Avevano pari dimensione (quattro milioni di chilometri quadrati), pari
popolazione (cinquanta milioni di abitanti), burocrazie affini, sistemi
militari efficienti: l'aquila e il dragone, l'Impero Romano e l'Impero
Cinese, così lontani eppure così vicini.
Divisi da settemila chilometri di steppa e arida montagna, Roma e
Pechino non si incontrarono mai, mai nell’era antica. La conoscenza
reciproca passava attraverso le merci lungo la via della seta: per
carichi di giada, seta e monili di ferro dall'Oriente, Roma mandava
vetri, gessi, tessuti.
Per farci un'idea, la più realistica possibile, di quanto Roma e la
Cina si ignorassero a vicenda, è sufficiente ricordare che, durante la
gloriosa dinastia Han, i cinesi ritenevano che l'imperatore romano
vivesse in un castello di vetro. I romani non erano da meno nelle loro
fantasie: il poeta Orazio sosteneva che «gli uomini della seta»
vivessero oltre duecento anni e Plinio che i cinesi avessero tutti
capelli rossi e occhi azzurri. Non è esattamente così.
Una mostra a Palazzo Reale, che si concluderà il 5 settembre - e che
annovera anche il Giornale tra gli sponsor - tenta di riscrivere la
storia, facendo simbolicamente incontrare «I due imperi»:
nell'allestimento di Cesare Mari, installazioni che alternano sale
color verde giada per i reperti cinesi e sale blu per quelli romani, le
due civiltà sono messe direttamente a confronto.
I guerrieri di terracotta dell'esercito cinese, con il loro fare
ieratico, dialogano con le statue romane; le suppellettili delle
matrone romane con gli orecchini di giada dalle ricche cinesi, le
rigorose steli funerarie dell'antica Roma fanno da contrappunto ai
sarcofagi di giada della tradizione orientale.
Stefano De Caro, direttore generale per i Beni Archeologici del Mibac,
il ministero per i Beni e le Attività Culturali, e il professor Xu
Pingfang hanno curato questa esposizione: come ha annunciato Mario
Resca, direttore generale del Mibac, dopo Milano la mostra andrà a
Roma, alla Curia del Foro Romano e al Colosseo, per inaugurare in
ottobre l'anno della Cina in Italia, nell'ambito di una serie di
importanti scambi culturali tra i due Paesi.
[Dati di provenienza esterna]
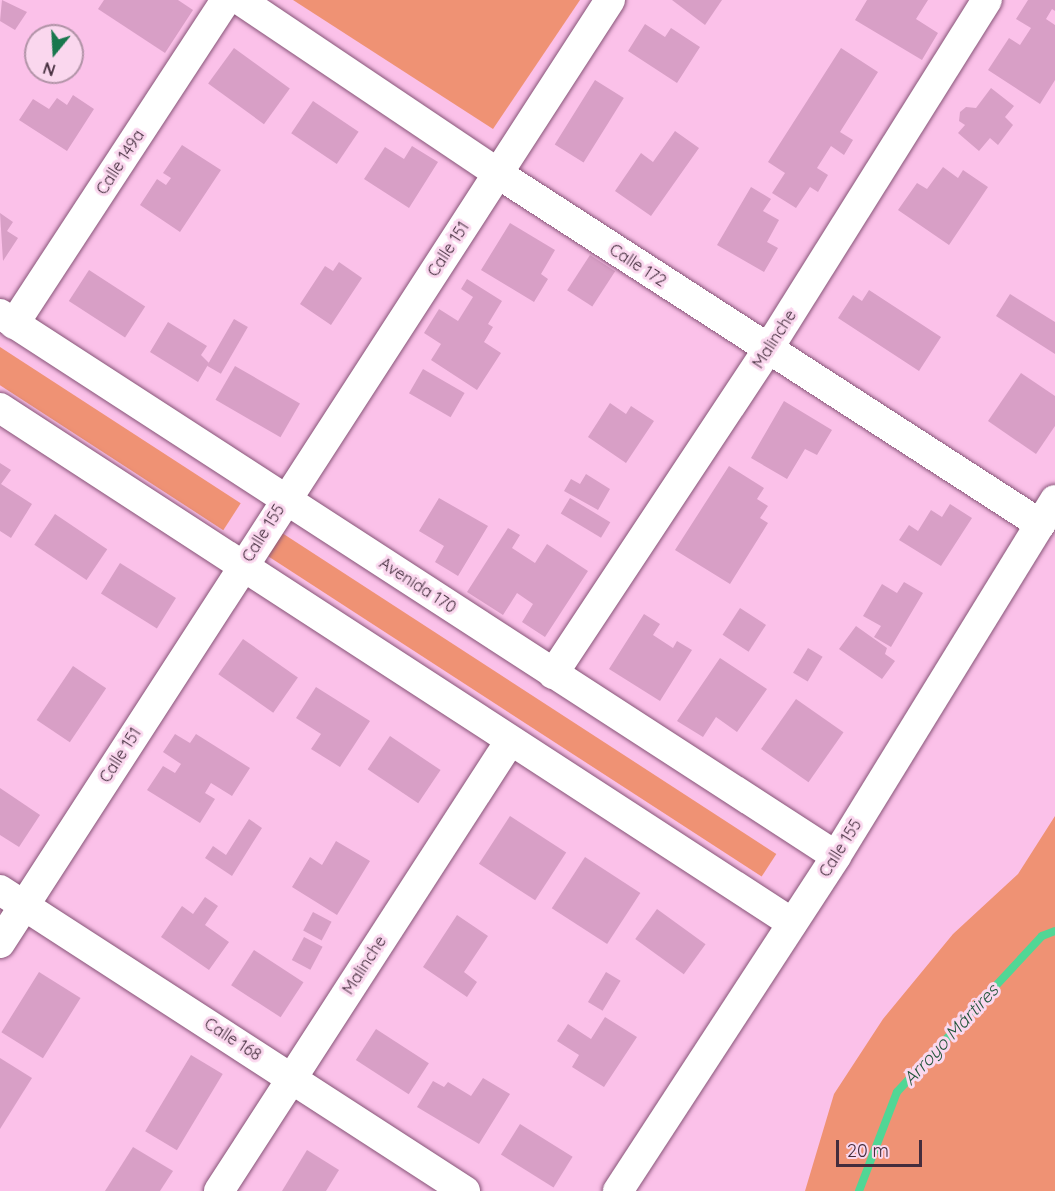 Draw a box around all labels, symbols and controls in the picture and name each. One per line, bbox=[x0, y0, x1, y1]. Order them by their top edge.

Quasi cinquecento le opere
esposte, tra antichi monili, oggetti dell'uso quotidiano, grandi
statue, sarcofagi, steli e affreschi: provengono da numerosi musei
cinesi e importanti prestiti arrivano dal Museo archeologico di Roma,
dai Musei Capitolini e dal Museo archeologico di Napoli. Ha spiegato De
Caro: «Abbiamo voluto far incontrare due civiltà, quella di Roma e
quella delle dinastie cinesi Qin e Han, tra il secondo secolo prima di
Cristo e il quarto secolo dopo Cristo, per evidenziarne affinità e
differenze. Roma è un impero basato sul marmo, Han e Qin sulla giada;
Roma ha architetture pesanti, la Cina strutture lignee leggere.
L'impero romano e quello cinese, simili nella grandezza, nella
struttura dell'esercito e della burocrazia, esprimono due culture
diverse: Roma affonda le radici nella repubblica, in Cina dominano le
dinastie».
Tra i pezzi cinesi più suggestivi ci sono le figure in terracotta, alte
quasi due metri, un sarcofago decorato in pietra dura e una raffinata
torre di terracotta. Nelle sale romane spiccano le grandi statue in
marmo bianco provenienti dall'Archeologico di Napoli e affreschi del I
secolo dopo Cristo provenienti dall'area pompeiana.Uno di questi, una pittura a parete con fondo porpora, è stata
recuperata un paio d'anni fa dai carabinieri del Nucleo di Tutela del
Patrimonio nell'ambito di un sequestro per traffico di opere d'arte.